Task description » This exercise needs the complete data reproduced exactly.

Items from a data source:
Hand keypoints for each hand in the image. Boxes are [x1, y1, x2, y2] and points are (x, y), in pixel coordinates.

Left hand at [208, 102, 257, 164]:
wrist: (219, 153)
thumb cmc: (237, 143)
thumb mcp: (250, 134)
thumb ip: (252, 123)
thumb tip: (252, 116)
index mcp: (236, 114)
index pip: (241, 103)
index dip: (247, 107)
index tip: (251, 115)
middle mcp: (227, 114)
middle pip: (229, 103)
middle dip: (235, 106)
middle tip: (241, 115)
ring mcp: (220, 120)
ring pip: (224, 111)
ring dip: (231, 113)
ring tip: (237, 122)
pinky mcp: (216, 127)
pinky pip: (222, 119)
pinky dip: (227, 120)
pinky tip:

Output of the task »
Hand keypoints for each hand in the image. Boxes are [x1, y1, x2, y2] and points are (x, y), in pixel coordinates.

Left hand at [208, 102, 257, 164]:
wrist: (219, 153)
thumb cmc: (237, 143)
thumb mcp: (250, 134)
thumb ip: (252, 123)
thumb tip: (252, 116)
index mcp: (236, 114)
index pip: (241, 103)
index dip: (247, 107)
index tip: (251, 115)
middle mcp: (227, 114)
middle pip: (229, 103)
middle dip: (235, 106)
middle tip: (241, 115)
ring mcp: (220, 120)
ring pip: (224, 111)
ring dip: (231, 113)
ring tip: (237, 122)
pinky mcp: (216, 127)
pinky pip: (222, 119)
pinky dip: (227, 120)
pinky tip:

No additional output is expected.